▶ _WORK ITEM_
Of the entries below, return exactly those lines that fall between the one containing "middle pip: (460, 291)" and the one containing "thumb cmc: (613, 388)", the two end lines included.

Collected data entries
>>>>>

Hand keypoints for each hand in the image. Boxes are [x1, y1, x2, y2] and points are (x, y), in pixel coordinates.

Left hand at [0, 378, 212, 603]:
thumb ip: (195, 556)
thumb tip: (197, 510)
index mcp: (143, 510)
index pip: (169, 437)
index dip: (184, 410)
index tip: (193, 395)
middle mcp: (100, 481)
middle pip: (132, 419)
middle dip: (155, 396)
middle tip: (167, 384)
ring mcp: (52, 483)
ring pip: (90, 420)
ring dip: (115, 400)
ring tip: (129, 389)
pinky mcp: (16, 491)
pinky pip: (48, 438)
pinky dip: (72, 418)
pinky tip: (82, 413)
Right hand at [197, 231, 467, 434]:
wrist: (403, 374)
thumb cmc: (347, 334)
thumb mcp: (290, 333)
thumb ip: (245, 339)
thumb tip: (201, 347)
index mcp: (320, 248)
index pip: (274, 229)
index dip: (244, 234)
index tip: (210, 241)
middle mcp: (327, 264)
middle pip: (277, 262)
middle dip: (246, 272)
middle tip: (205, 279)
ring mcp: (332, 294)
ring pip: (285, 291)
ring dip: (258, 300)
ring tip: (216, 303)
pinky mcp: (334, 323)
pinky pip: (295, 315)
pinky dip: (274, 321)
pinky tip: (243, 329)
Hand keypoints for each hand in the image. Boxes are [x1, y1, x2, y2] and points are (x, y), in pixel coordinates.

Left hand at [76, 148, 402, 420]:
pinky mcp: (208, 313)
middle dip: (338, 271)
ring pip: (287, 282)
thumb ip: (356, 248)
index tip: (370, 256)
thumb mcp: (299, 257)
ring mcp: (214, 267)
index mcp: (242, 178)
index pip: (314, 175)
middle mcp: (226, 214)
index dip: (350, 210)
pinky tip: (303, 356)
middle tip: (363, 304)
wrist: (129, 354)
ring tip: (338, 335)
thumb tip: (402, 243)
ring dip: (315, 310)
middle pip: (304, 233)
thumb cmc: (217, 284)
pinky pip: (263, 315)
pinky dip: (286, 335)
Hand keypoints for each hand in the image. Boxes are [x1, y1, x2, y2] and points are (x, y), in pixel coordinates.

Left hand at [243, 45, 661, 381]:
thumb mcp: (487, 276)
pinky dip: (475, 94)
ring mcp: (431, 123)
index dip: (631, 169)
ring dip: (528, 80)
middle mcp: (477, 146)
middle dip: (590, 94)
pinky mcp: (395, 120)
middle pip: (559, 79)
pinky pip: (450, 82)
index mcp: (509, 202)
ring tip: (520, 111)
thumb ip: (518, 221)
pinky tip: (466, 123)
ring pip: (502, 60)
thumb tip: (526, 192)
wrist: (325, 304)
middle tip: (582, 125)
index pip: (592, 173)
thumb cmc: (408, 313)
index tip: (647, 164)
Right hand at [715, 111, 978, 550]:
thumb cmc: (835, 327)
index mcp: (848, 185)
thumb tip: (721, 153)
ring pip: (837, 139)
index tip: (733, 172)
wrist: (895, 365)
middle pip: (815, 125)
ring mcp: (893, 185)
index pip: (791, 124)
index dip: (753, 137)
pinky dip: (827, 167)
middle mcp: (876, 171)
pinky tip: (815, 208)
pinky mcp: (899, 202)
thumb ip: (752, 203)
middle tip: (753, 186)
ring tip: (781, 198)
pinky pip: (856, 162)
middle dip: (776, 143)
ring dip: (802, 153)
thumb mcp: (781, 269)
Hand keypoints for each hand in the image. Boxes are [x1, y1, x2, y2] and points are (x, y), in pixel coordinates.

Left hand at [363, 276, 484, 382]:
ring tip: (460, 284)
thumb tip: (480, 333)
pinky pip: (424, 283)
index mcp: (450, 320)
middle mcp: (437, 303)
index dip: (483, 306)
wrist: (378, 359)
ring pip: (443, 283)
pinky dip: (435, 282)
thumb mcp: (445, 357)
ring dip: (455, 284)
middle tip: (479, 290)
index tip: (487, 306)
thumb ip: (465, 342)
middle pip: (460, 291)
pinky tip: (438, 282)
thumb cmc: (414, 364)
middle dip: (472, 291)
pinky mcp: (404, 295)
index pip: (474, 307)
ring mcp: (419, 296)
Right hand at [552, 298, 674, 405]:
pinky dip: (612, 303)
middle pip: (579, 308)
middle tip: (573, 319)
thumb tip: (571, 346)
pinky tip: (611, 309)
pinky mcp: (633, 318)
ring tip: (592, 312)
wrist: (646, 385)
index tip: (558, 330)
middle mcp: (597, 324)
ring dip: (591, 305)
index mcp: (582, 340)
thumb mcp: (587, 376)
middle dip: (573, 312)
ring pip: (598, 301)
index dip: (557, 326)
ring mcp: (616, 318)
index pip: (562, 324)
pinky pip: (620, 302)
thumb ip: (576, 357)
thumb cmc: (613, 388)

<<<<<
>>>>>

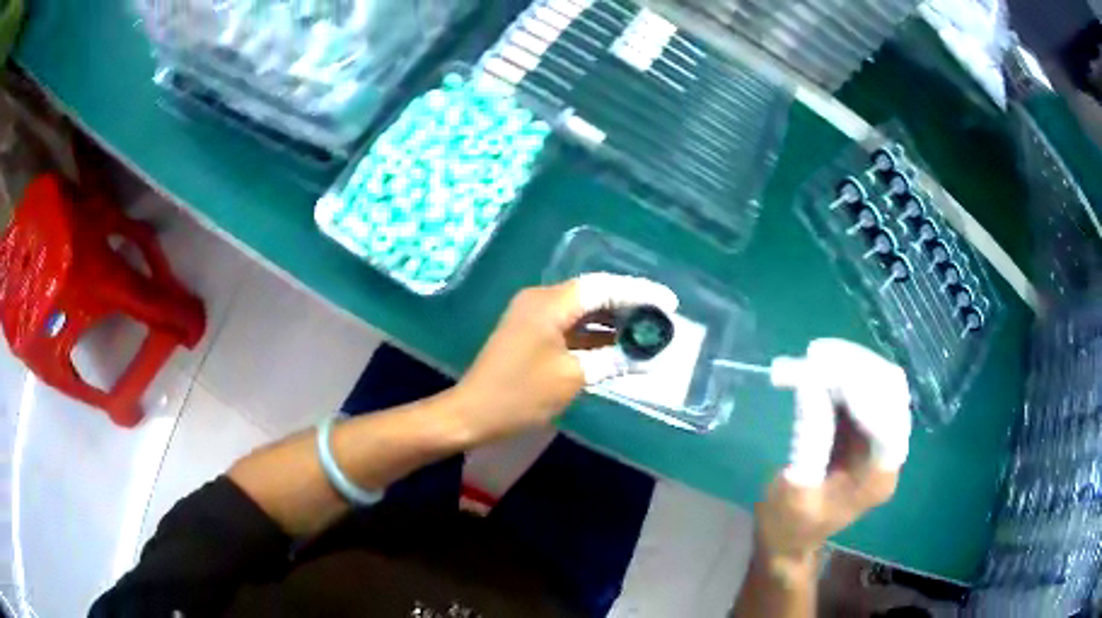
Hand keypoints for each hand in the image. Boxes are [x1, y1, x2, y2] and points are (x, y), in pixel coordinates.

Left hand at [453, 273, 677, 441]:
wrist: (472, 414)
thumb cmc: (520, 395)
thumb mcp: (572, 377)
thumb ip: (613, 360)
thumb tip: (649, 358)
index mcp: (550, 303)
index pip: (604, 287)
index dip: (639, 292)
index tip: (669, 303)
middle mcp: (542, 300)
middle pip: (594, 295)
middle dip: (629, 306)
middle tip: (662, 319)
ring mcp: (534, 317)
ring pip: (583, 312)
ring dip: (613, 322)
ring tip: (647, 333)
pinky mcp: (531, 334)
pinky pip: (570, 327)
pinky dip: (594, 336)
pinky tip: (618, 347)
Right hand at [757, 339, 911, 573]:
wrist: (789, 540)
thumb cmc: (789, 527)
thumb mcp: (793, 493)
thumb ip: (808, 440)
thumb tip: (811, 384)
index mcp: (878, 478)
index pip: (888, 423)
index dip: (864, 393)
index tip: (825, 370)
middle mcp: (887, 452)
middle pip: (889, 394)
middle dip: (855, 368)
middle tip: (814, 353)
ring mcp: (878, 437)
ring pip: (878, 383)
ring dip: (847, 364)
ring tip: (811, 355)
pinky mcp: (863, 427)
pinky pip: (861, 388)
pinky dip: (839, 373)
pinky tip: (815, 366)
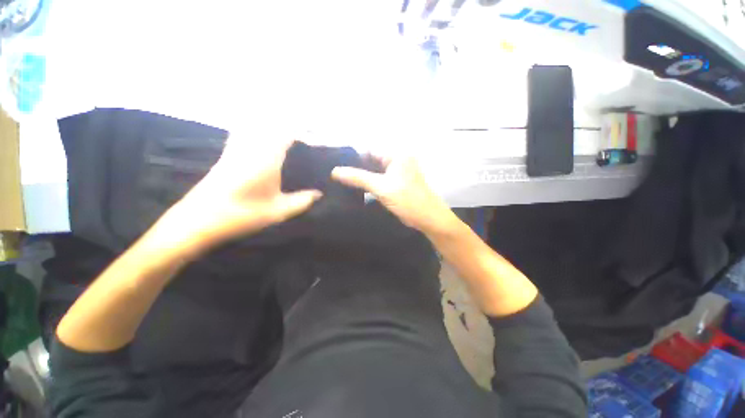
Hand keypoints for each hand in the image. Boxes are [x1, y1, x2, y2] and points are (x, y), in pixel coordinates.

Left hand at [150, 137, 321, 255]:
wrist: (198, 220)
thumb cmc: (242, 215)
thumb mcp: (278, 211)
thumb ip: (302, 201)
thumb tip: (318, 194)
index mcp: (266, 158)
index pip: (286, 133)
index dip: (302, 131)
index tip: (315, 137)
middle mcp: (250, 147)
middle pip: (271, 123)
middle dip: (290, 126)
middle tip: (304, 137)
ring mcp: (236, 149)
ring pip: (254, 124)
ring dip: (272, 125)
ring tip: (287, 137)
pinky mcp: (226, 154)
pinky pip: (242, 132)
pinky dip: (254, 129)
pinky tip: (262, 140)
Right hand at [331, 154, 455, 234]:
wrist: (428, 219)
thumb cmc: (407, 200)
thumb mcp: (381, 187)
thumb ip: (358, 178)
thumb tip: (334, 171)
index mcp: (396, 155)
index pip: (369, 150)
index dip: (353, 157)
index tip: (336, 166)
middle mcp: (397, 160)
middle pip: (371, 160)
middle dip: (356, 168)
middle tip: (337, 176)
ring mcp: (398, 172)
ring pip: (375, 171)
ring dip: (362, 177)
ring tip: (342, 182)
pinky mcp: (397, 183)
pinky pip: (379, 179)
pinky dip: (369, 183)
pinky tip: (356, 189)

<<<<<

▶ _RESULT FOR THIS TASK_
middle pip: (460, 291)
pinky tip: (438, 282)
thumb cmc: (414, 364)
middle dip: (472, 291)
pinky mcp: (404, 295)
index pip: (474, 307)
ring mcp: (419, 296)
Right hand at [552, 298, 674, 405]:
pinky dip: (612, 303)
middle pip: (579, 308)
middle tip: (573, 319)
thumb tip: (571, 346)
pinky tip: (611, 309)
pinky mcp: (633, 318)
ring tip: (592, 312)
wrist: (646, 385)
index tip: (558, 330)
middle mcp: (597, 324)
ring dip: (591, 305)
index mcp: (582, 340)
thumb mcp: (587, 376)
middle dip: (573, 312)
ring pip: (598, 301)
index dip: (557, 326)
ring mcp: (616, 318)
index pip: (562, 324)
pinky pip: (620, 302)
thumb ip: (576, 357)
thumb cmc: (613, 388)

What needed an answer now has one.